Cultured meat has come a long way since the first 250,000 Euro burger in 2013 with a recent Good Food Institute report depicting a growing industry with 366 million dollars of investment in 2020 alone. With the company Good Meat selling cultured chicken in a Singapore restaurant the race to bring commercially viable large scale cultured meat to consumers is under way.
Despite the GFI reports encouraging statement that there are no more fundamental technological breakthroughs required for commercially viable large scale cultured meat, there is still much research needed to tackle the biochemical and engineering challenges of increasing affordability, scaling up production and mimicking the texture and nutritional profile of slaughtered meat.
This project aims to produce cultured meat tissues by engineering hydrogel capsules that will act as a 3D scaffold on which cells can grow into a 3D network. These encapsulated cells can be cultured within a bioreactor and the co-culture of different cell types can help replicate the complexity of meat tissue. In order to imitate livestock meat, cultivated meat will need a complex structure consisting of muscle, fat and connective cells which together provide the taste and nutritional value of meat.

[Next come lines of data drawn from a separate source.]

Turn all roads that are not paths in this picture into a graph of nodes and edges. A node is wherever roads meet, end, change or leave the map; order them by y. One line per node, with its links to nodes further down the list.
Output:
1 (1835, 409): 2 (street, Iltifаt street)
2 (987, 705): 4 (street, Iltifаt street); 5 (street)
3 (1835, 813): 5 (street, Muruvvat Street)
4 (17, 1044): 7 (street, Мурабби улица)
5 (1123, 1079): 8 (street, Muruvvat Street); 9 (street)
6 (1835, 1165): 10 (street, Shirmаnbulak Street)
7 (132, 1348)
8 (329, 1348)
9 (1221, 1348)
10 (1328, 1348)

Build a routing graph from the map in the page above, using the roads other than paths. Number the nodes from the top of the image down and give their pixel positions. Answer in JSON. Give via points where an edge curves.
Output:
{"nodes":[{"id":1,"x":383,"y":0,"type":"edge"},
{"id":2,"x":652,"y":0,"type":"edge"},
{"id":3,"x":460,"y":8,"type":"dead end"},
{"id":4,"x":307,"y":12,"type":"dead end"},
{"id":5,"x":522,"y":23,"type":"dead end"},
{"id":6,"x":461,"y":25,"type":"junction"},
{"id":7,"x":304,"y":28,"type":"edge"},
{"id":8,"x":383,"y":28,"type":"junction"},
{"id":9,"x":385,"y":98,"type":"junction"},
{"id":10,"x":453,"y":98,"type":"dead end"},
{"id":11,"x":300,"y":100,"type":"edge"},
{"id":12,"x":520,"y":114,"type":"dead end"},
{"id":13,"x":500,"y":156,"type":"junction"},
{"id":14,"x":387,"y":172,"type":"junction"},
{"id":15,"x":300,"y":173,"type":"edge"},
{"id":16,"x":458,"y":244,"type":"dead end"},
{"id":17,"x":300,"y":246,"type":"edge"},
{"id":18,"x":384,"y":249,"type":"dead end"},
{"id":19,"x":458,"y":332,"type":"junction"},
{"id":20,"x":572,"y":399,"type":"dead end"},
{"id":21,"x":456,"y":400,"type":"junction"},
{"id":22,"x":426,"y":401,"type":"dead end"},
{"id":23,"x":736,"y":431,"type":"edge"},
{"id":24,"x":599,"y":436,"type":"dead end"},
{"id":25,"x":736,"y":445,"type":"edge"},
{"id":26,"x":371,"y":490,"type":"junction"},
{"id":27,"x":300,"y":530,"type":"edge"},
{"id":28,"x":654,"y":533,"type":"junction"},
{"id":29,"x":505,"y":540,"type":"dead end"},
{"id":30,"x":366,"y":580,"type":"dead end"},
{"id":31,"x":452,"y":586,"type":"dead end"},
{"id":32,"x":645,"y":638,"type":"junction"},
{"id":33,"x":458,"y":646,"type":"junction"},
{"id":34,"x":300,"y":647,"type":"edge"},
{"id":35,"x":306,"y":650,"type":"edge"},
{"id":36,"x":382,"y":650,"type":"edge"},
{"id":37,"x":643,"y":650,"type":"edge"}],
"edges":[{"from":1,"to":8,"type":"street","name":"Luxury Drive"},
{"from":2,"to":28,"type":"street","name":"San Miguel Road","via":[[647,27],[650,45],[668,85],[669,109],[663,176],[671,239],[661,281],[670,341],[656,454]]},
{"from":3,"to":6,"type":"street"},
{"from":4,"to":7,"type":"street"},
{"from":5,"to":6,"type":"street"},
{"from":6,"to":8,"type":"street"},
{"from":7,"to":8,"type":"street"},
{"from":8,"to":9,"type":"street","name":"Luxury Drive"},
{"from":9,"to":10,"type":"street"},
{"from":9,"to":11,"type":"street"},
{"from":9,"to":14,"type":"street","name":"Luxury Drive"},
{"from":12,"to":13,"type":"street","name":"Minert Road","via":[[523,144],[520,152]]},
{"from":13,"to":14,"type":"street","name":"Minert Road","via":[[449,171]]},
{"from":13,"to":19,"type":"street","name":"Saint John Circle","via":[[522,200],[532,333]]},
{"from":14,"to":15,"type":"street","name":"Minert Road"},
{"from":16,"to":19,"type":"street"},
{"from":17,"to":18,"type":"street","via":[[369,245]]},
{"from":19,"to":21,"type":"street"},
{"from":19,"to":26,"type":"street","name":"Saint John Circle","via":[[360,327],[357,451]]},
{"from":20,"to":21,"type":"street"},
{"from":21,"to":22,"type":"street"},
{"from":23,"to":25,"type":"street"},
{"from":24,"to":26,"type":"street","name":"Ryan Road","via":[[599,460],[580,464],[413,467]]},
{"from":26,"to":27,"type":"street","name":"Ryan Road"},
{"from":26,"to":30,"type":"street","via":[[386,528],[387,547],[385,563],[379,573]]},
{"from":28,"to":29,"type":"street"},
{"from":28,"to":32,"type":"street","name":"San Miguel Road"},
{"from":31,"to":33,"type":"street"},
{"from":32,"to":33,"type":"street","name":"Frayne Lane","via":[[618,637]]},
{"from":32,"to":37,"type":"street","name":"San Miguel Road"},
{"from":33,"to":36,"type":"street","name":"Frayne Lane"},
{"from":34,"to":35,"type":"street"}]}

Bovine mesenchymal stem cells (bMSCs) will therefore be used in this project as not only are they easy and cheap to grow and easy to isolate but they also have the ability to differentiate into both muscle and fat cells, both of which are necessary for the co-culture of a complex meat-mimicking tissue2.
The hydrogel capsules on which these bMSCs will be grown will need to fit a range of parameters. They will need to be edible and provide a 3D structure suitable to allow adhered cell growth, these characteristics will be defined by the hydrogels biochemical make up and to thoroughly investigate ideal growth conditions a range of hydrogels and capsule sizes will be explored.
Capsule size can be altered through fine tuning of production parameters, such as hydrogel injection rate and shearing force, and specific size ranges can be selected using membrane extrusion techniques.
This project aims to define an optimized process by which complex bovine tissue can be cultured using 3D hydrogel capsules, grown within a bioreactor for the scalable production of cultured meat. 1Stephens, N. et al. (2018) Trends in Food Science & Tech 2Hanga MP et al (2020) Biotech Bioeng; 117(10):3029-3039.